■ **WHAT THE TASK REQUIRES**
Transcribe each record exactly; skip any picture.
Start of Block
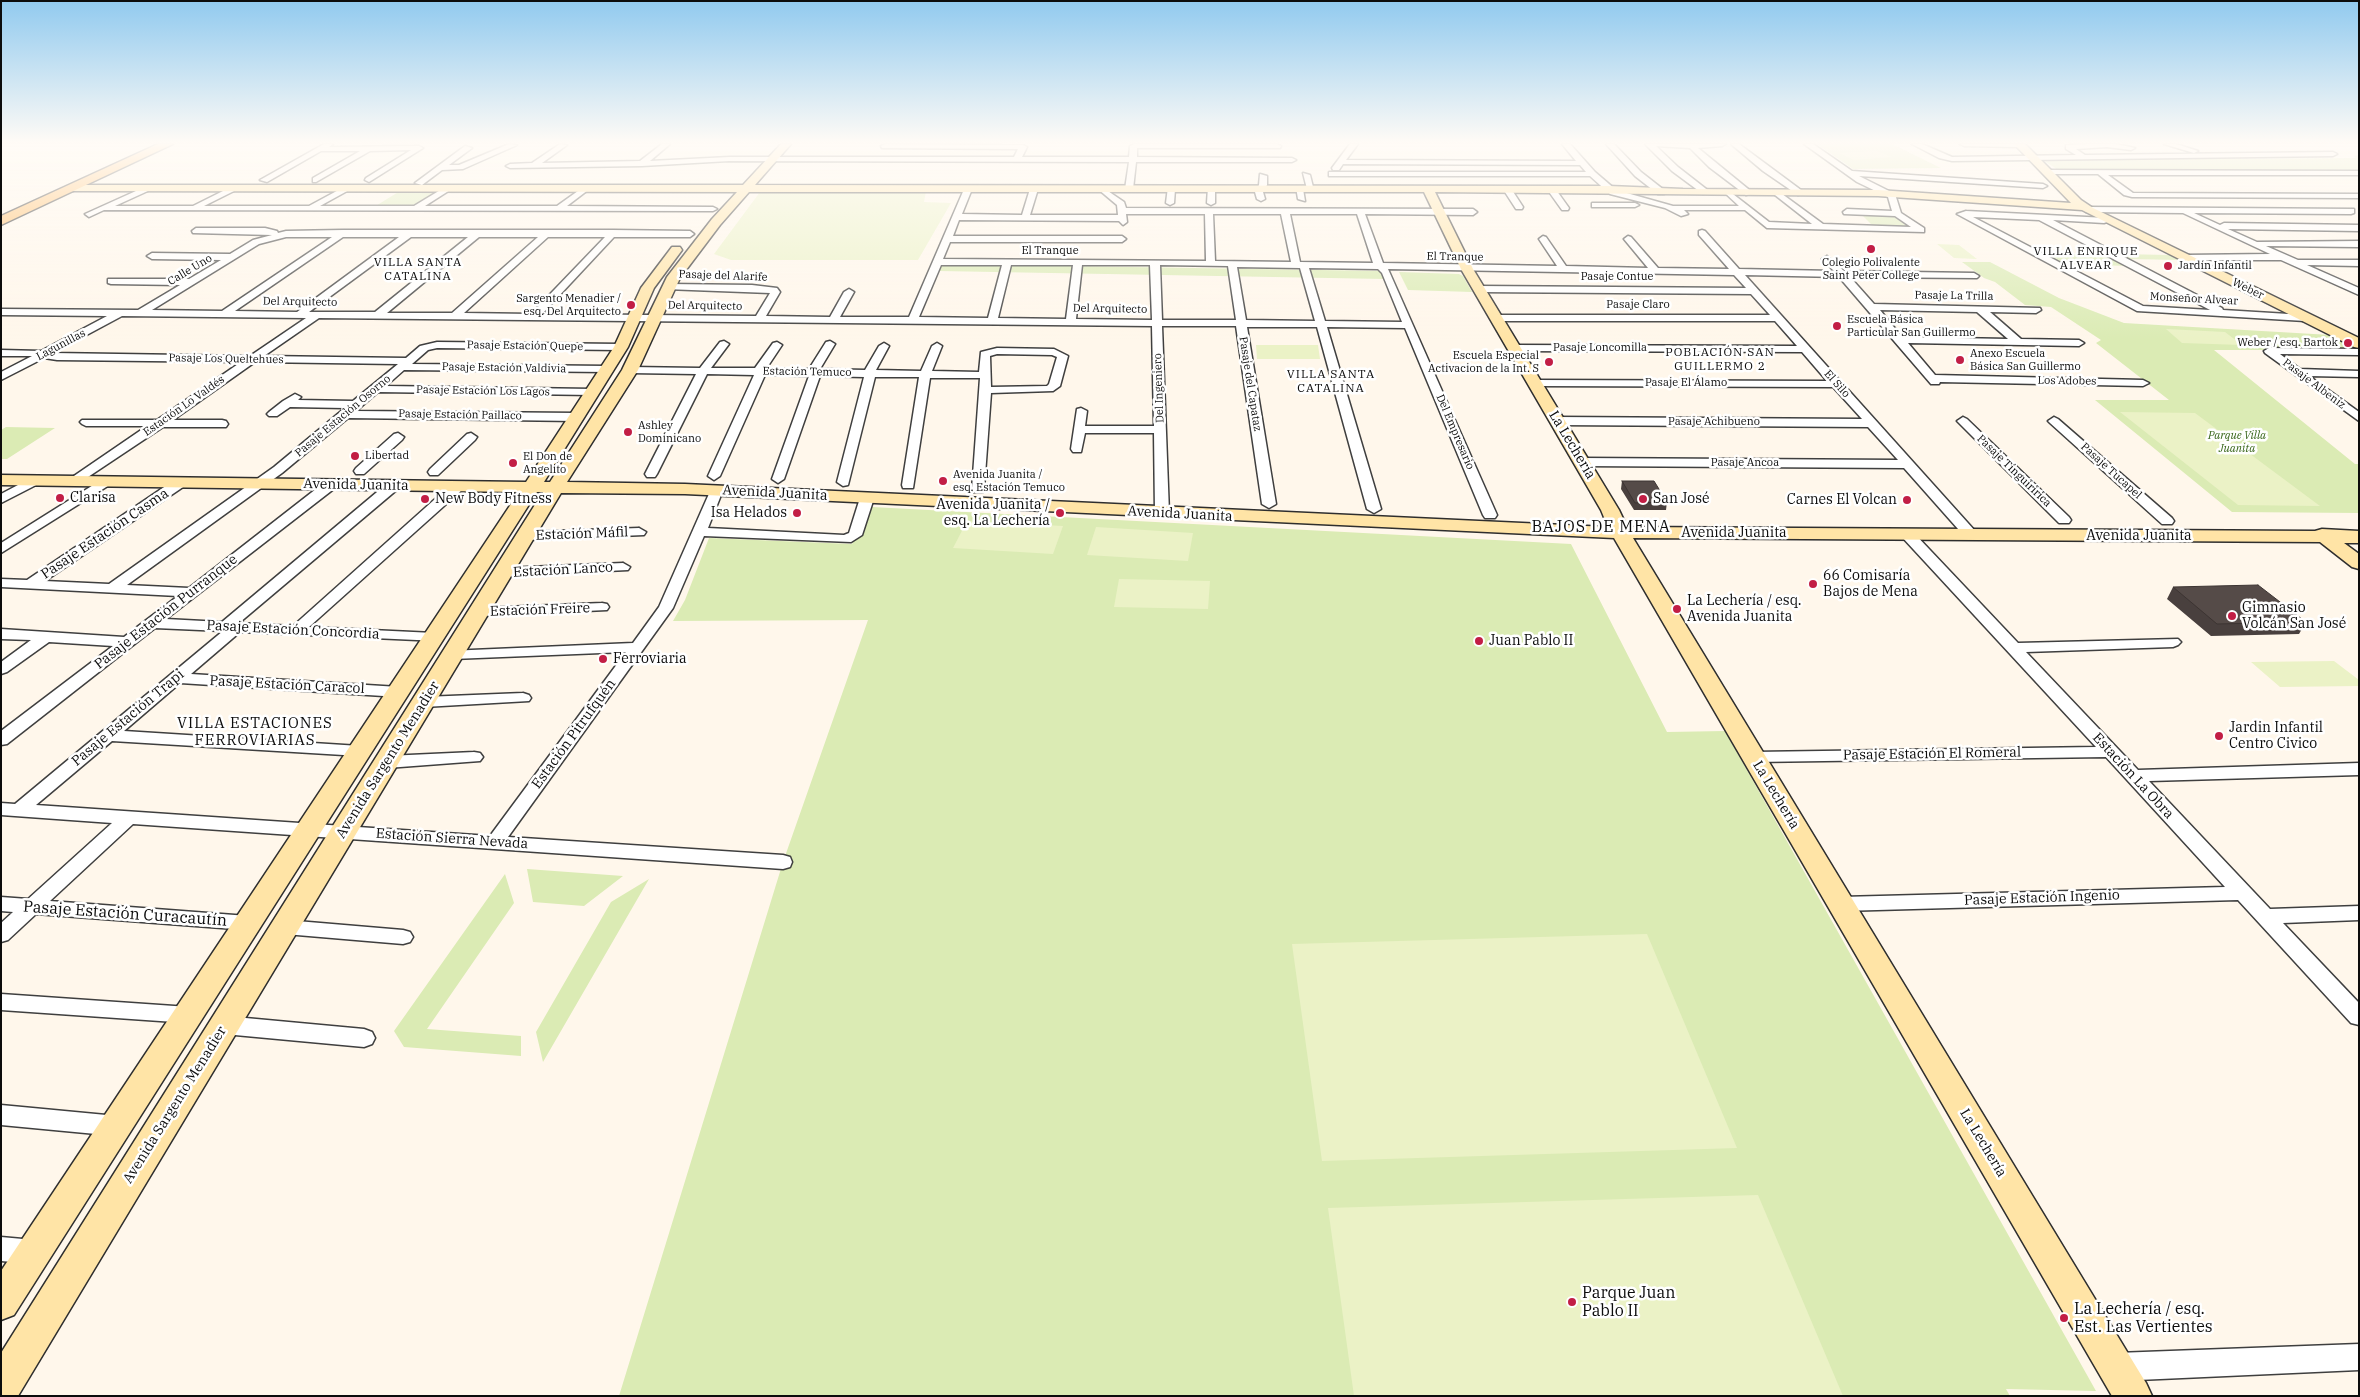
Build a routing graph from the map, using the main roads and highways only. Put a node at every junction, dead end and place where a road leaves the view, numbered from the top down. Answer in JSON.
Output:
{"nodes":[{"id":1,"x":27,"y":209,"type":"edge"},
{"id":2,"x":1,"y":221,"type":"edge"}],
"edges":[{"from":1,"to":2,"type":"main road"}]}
End of Block
■ **REPLY**
Build a routing graph from the map, using the main roads and highways only. Put a node at every junction, dead end and place where a road leaves the view, numbered from the top down. Answer in JSON.
Output:
{"nodes":[{"id":1,"x":27,"y":209,"type":"edge"},
{"id":2,"x":1,"y":221,"type":"edge"}],
"edges":[{"from":1,"to":2,"type":"main road"}]}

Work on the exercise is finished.